» Task to complete:
Below are records with pictures in them; print them exactly, omitting the pictures.

§

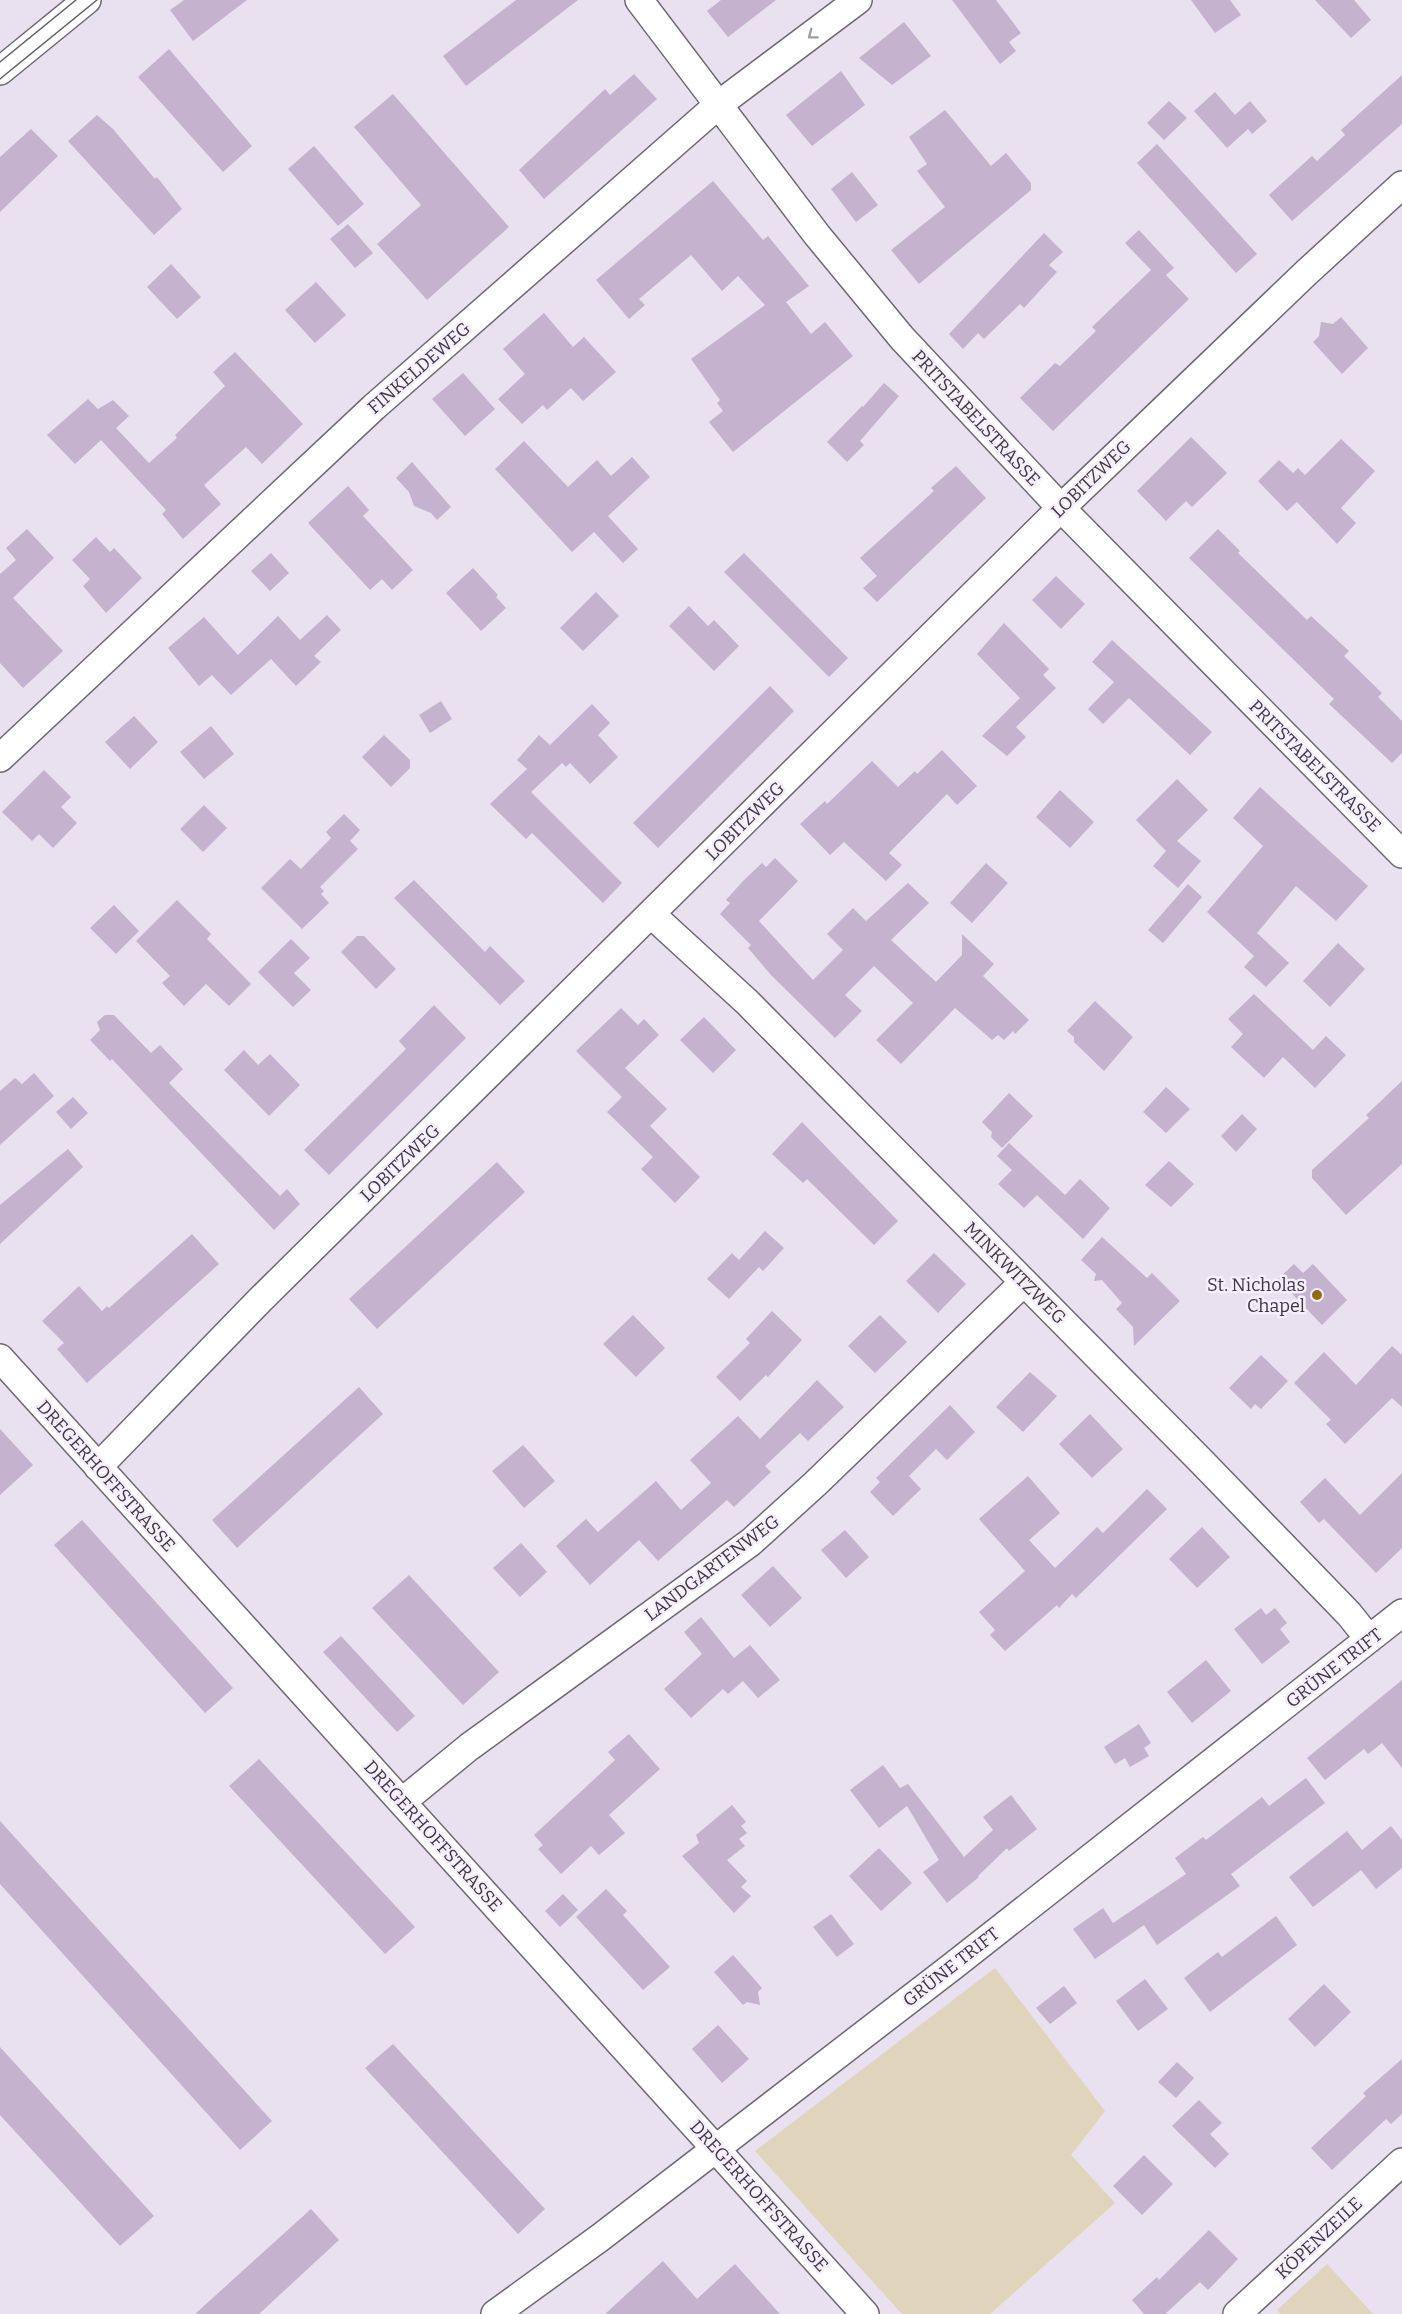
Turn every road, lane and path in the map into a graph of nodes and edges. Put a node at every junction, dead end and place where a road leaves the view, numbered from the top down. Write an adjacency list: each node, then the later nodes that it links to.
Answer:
1 (87, 0): 4 (street)
2 (639, 0): 5 (street, PRITSTABELSTRASSE)
3 (858, 0): 5 (street, FINKELDEWEG, one-way to 5)
4 (0, 71)
5 (718, 105): 7 (street, PRITSTABELSTRASSE); 8 (street, FINKELDEWEG)
6 (1402, 185): 7 (street, LOBITZWEG)
7 (1060, 508): 9 (street, PRITSTABELSTRASSE); 10 (street, LOBITZWEG)
8 (0, 758)
9 (1402, 854)
10 (652, 915): 11 (street, MINKWITZWEG); 13 (street, LOBITZWEG)
11 (1024, 1282): 15 (street, MINKWITZWEG); 16 (street, LANDGARTENWEG)
12 (0, 1359): 13 (street, DREGERHOFFSTRASSE)
13 (98, 1467): 16 (street, DREGERHOFFSTRASSE)
14 (1402, 1613): 15 (street, GRÜNE TRIFT)
15 (1370, 1639): 17 (street, GRÜNE TRIFT)
16 (403, 1801): 17 (street, DREGERHOFFSTRASSE)
17 (715, 2148): 19 (street, GRÜNE TRIFT); 20 (street, DREGERHOFFSTRASSE)
18 (1402, 2162): 21 (street, KÖPENZEILE)
19 (495, 2314)
20 (865, 2314)
21 (1237, 2314)

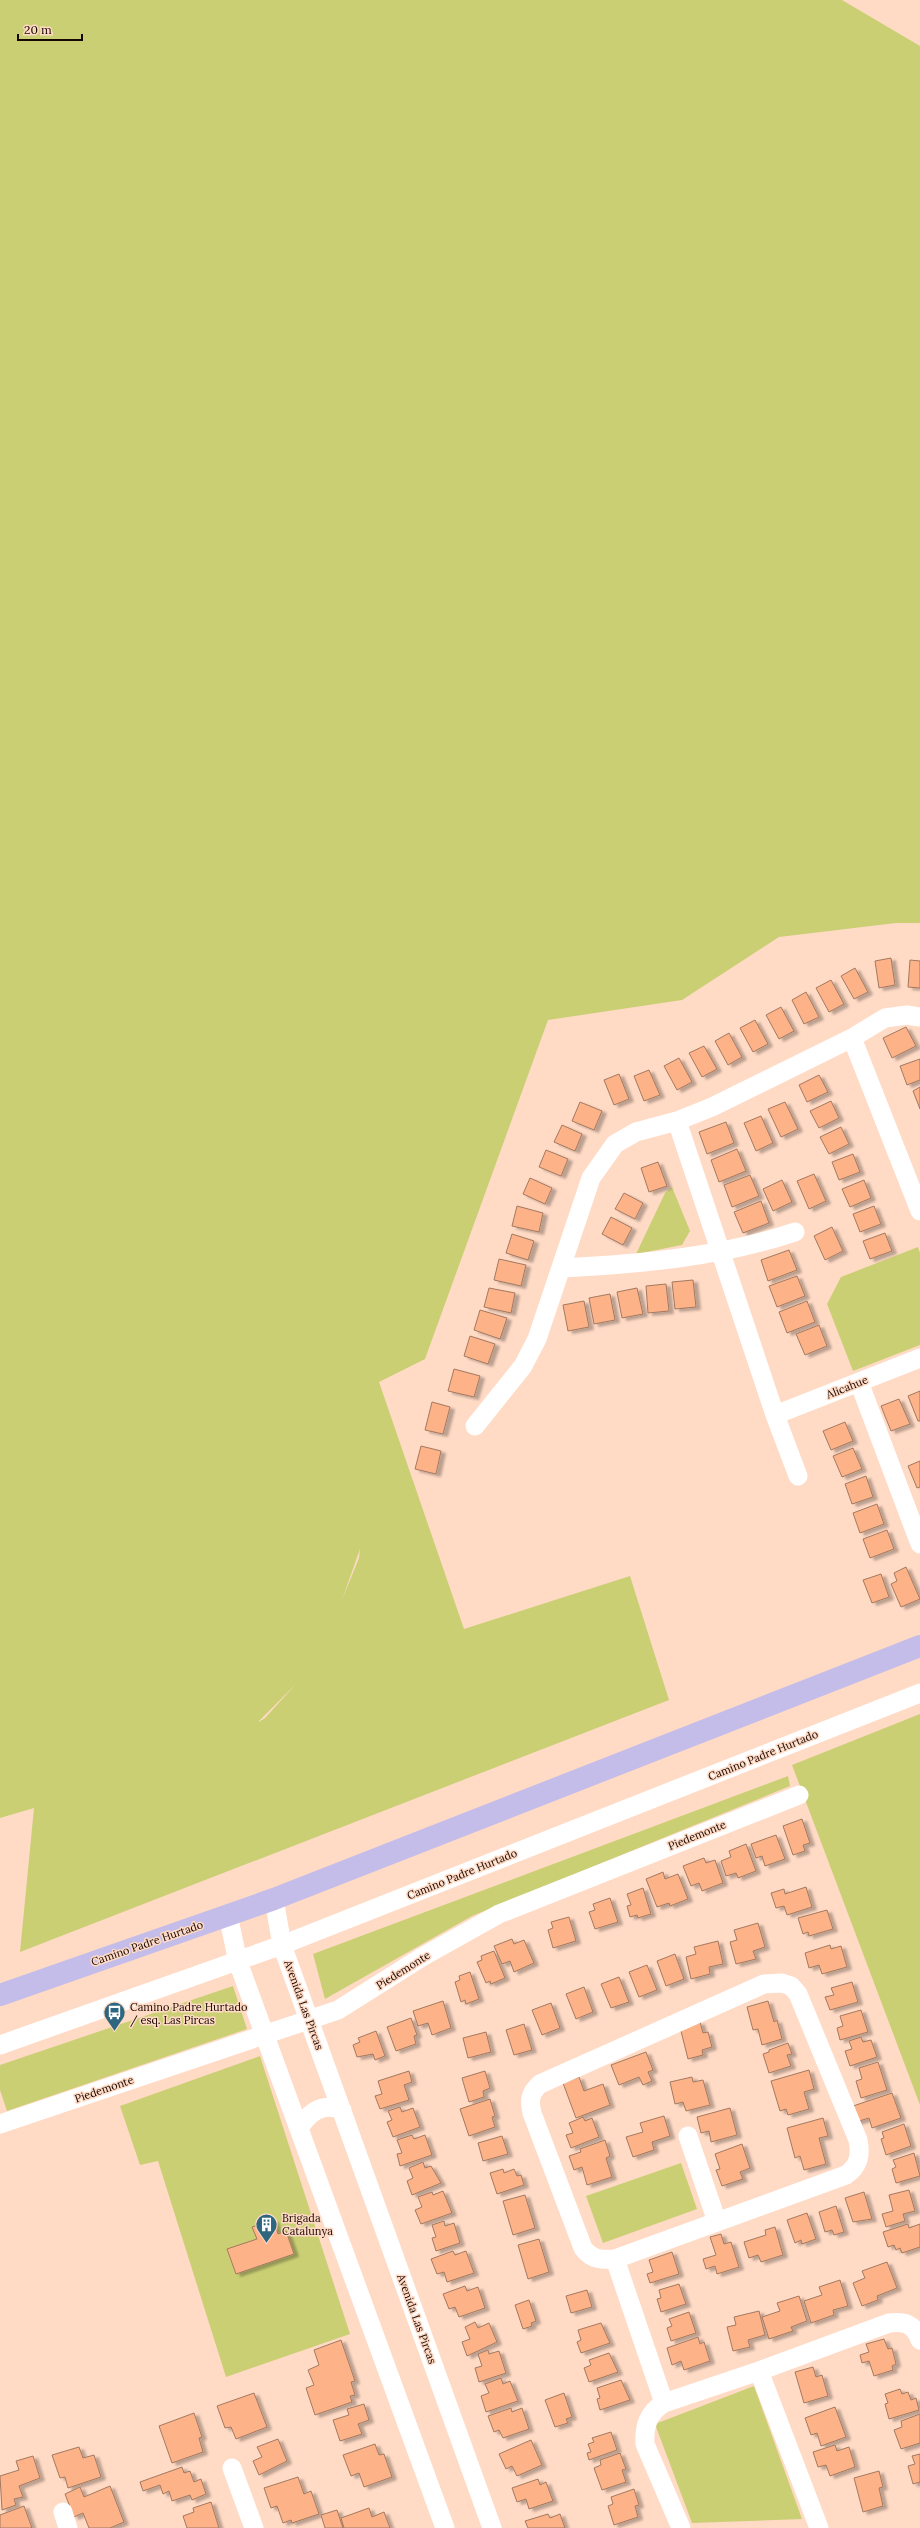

§

» Written solution:
Turn every road, lane and path in the map into a graph of nodes and edges. Put a node at every junction, dead end and place where a road leaves the view, numbered from the top down. Write an adjacency list: each node, then the later nodes that it links to.
Answer:
1 (87, 0): 4 (street)
2 (639, 0): 5 (street, PRITSTABELSTRASSE)
3 (858, 0): 5 (street, FINKELDEWEG, one-way to 5)
4 (0, 71)
5 (718, 105): 7 (street, PRITSTABELSTRASSE); 8 (street, FINKELDEWEG)
6 (1402, 185): 7 (street, LOBITZWEG)
7 (1060, 508): 9 (street, PRITSTABELSTRASSE); 10 (street, LOBITZWEG)
8 (0, 758)
9 (1402, 854)
10 (652, 915): 11 (street, MINKWITZWEG); 13 (street, LOBITZWEG)
11 (1024, 1282): 15 (street, MINKWITZWEG); 16 (street, LANDGARTENWEG)
12 (0, 1359): 13 (street, DREGERHOFFSTRASSE)
13 (98, 1467): 16 (street, DREGERHOFFSTRASSE)
14 (1402, 1613): 15 (street, GRÜNE TRIFT)
15 (1370, 1639): 17 (street, GRÜNE TRIFT)
16 (403, 1801): 17 (street, DREGERHOFFSTRASSE)
17 (715, 2148): 19 (street, GRÜNE TRIFT); 20 (street, DREGERHOFFSTRASSE)
18 (1402, 2162): 21 (street, KÖPENZEILE)
19 (495, 2314)
20 (865, 2314)
21 (1237, 2314)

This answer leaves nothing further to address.